Pursuing Minimal Sufficiency in Spatial Reasoning

Imagine you are trying to solve a complex mystery in a messy, cluttered room. You have a brilliant detective (the AI) who is very smart but easily overwhelmed. If you dump the entire room's contents onto their desk—every single sock, every crumb, every shadow—they might get confused, miss the crucial clue, or start guessing wildly.

This is exactly the problem the paper "Pursuing Minimal Sufficiency in Spatial Reasoning" tackles.

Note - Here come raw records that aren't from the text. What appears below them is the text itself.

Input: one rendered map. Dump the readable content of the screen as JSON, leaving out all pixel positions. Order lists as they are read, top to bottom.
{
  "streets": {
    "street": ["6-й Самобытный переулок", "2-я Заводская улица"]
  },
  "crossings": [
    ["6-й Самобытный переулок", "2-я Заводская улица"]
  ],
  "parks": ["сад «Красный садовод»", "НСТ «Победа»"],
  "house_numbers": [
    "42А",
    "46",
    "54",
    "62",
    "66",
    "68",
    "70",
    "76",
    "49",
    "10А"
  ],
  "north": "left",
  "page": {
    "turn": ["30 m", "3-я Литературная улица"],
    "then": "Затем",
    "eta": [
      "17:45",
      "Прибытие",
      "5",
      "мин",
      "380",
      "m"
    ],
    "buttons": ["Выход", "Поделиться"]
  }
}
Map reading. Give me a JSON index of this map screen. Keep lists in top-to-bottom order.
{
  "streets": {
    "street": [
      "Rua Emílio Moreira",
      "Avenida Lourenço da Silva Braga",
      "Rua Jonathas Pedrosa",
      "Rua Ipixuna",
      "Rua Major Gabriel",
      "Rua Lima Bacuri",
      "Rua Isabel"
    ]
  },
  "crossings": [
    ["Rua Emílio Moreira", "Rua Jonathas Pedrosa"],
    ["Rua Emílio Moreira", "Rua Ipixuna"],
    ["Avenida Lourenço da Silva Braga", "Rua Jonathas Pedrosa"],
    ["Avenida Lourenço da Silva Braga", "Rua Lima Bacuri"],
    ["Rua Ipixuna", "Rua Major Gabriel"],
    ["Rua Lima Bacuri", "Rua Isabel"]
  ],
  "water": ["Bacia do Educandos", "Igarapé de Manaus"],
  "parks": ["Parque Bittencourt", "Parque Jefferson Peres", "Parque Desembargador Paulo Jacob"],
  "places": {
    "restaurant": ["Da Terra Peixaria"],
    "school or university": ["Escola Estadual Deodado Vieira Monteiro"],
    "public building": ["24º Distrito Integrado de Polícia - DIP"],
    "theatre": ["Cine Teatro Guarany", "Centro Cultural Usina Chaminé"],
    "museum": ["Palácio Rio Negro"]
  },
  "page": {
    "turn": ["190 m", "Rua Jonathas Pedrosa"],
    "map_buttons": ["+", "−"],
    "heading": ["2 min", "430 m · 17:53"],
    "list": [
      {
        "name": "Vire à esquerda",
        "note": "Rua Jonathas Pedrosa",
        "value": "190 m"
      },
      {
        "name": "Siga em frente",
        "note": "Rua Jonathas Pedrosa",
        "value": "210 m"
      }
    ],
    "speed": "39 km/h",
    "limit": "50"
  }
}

It introduces a new way for AI to understand 3D spaces (like rooms, cities, or virtual worlds) by teaching it to be a smart editor rather than a hoarder.

Here is the breakdown using simple analogies:

The Problem: The "Cluttered Desk" Syndrome

Current AI models (Vision-Language Models) are like detectives trained only on 2D photos. They struggle to understand depth, distance, and orientation in 3D space.

The Issue: When you ask them, "Is the chair facing the window?", they try to look at everything in the picture at once.
The Result: They get "information overload." Too much irrelevant detail (like the color of the rug or a picture on the far wall) drowns out the important clues, causing them to hallucinate or guess wrong.

The Solution: The "Minimal Sufficient Set" (MSS)

The authors propose a new philosophy: Don't look at everything. Look only at what is strictly necessary to solve the puzzle.

Think of it like packing for a hiking trip. You don't need to pack your entire house. You only need the "Minimal Sufficient" gear: boots, a map, and water. Anything else is just dead weight. The AI needs to find this "perfectly packed backpack" of information before it tries to answer a question.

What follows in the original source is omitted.